Building AI Agents So I Can Live More
Why I'm building an AI operating layer to create real output, reduce screen time, and buy back more life, not just more commits.
I think about productivity more than is probably healthy.
But if I’m honest, productivity is not actually the end goal.
The real goal is freedom.
More time with family. More time outside. More time walking, training, thinking, and living. Less time pinned to a laptop doing repetitive coordination work that should have been delegated to software years ago.
That is a big part of why I’m building with AI agents.
Not to become some screen-addicted productivity robot. The opposite.
I want an operating layer that keeps useful work moving when I’m away from the keyboard. I want legitimate output without having to personally sit in front of every task. I want the business to keep compounding without every gain requiring more screen time.
Of course, there is a paradox here.
To build that kind of freedom, you have to work very hard up front. You have to build the orchestration layer, the management layer, the review layer, the voice layer, and the human checkpoints that make the whole thing trustworthy.
So the question is no longer just, “How do I get more done today?”
It becomes, “How do I build a system that produces legitimate output around the clock without turning into noise, drift, and fake momentum?”
🧠
The hard part is not getting an agent to do 1,000 actions. The hard part is getting an agent team to do 50 useful ones that actually count.
Why commit count started mattering to me
One of the things I’ve become weirdly focused on is my GitHub contribution graph.
I’m trying to get it consistently over 50 commits a day.
That probably sounds like vanity. On some level, maybe it is. But for me it’s become a forcing function.
It makes me ask a useful question every day: did we actually produce real changes, or did we just talk about doing work?
Of course, commit count is easy to game.
You can get an AI to make 1,000 pointless commits to a README file. You can split one meaningless change into 20 tiny commits. You can create activity without creating progress.
That is not what I’m after.
I’m after what I think of as legitimate productivity.
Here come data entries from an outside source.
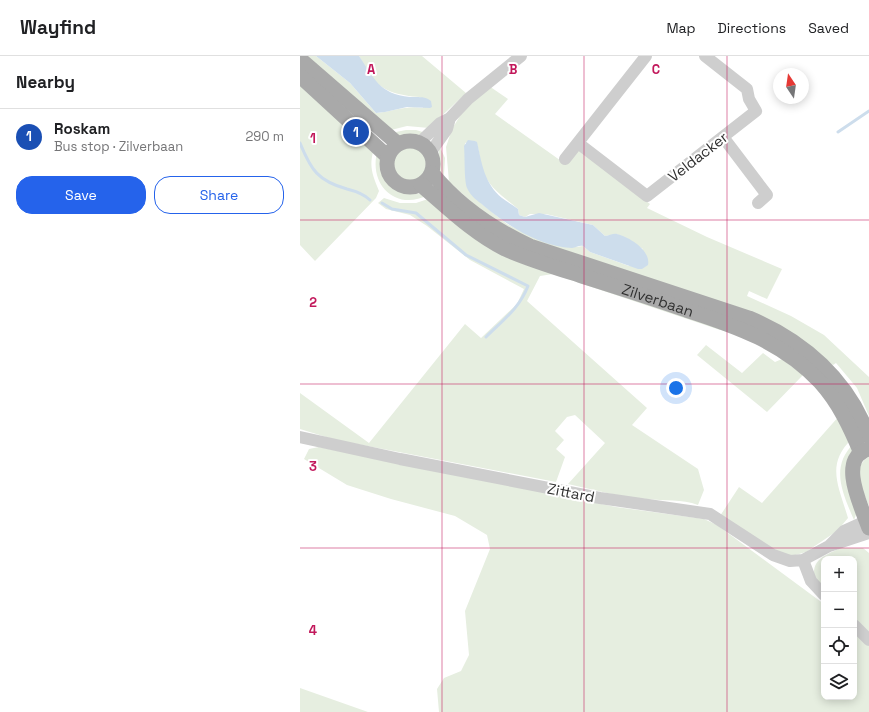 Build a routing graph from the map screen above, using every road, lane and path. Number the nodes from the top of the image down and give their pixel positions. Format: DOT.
graph roads {
  1 [pos="521,56"];
  2 [pos="646,56"];
  3 [pos="705,56"];
  4 [pos="300,59"];
  5 [pos="507,60"];
  6 [pos="300,76"];
  7 [pos="723,138"];
  8 [pos="578,143"];
  9 [pos="398,144"];
  10 [pos="425,148"];
  11 [pos="388,157"];
  12 [pos="565,159"];
  13 [pos="432,173"];
  14 [pos="421,185"];
  15 [pos="758,203"];
  16 [pos="869,437"];
  17 [pos="301,442"];
  18 [pos="865,451"];
  19 [pos="868,528"];
  20 [pos="803,560"];
  21 [pos="821,592"];
  22 [pos="857,628"];
  23 [pos="869,640"];
  1 -- 5 [label="street"];
  2 -- 8 [label="street"];
  3 -- 7 [label="street, Veldacker"];
  4 -- 9 [label="main road"];
  5 -- 10 [label="street"];
  6 -- 11 [label="main road"];
  7 -- 8 [label="street, Veldacker"];
  7 -- 15 [label="street"];
  8 -- 12 [label="street"];
  9 -- 10 [label="main road"];
  9 -- 11 [label="main road"];
  10 -- 13 [label="main road"];
  11 -- 14 [label="main road"];
  13 -- 14 [label="main road"];
  13 -- 16 [label="main road, Zilverbaan"];
  14 -- 18 [label="main road, Zilverbaan"];
  17 -- 20 [label="street, Zittard"];
  18 -- 19 [label="main road"];
  19 -- 20 [label="street"];
  20 -- 21 [label="street"];
  22 -- 23 [label="street"];
}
That means the commits need to reflect real work:
- scoped changes
- meaningful progress
- a clean audit trail
- easy rollback if something breaks
- forward motion on actual product, ops, marketing, or infrastructure
Developers already have a term for part of this
A lot of what I’m reaching for maps to ideas developers already know well:
- atomic commits
- small pull requests
- separation of concerns
- clear review boundaries
- high signal change history
Those practices matter even more with agents in the loop.
By default, most AI coding agents do not behave this way.
They tend to lump multiple concerns together, make broad changes across the stack, and produce one oversized commit that technically works but is painful to review.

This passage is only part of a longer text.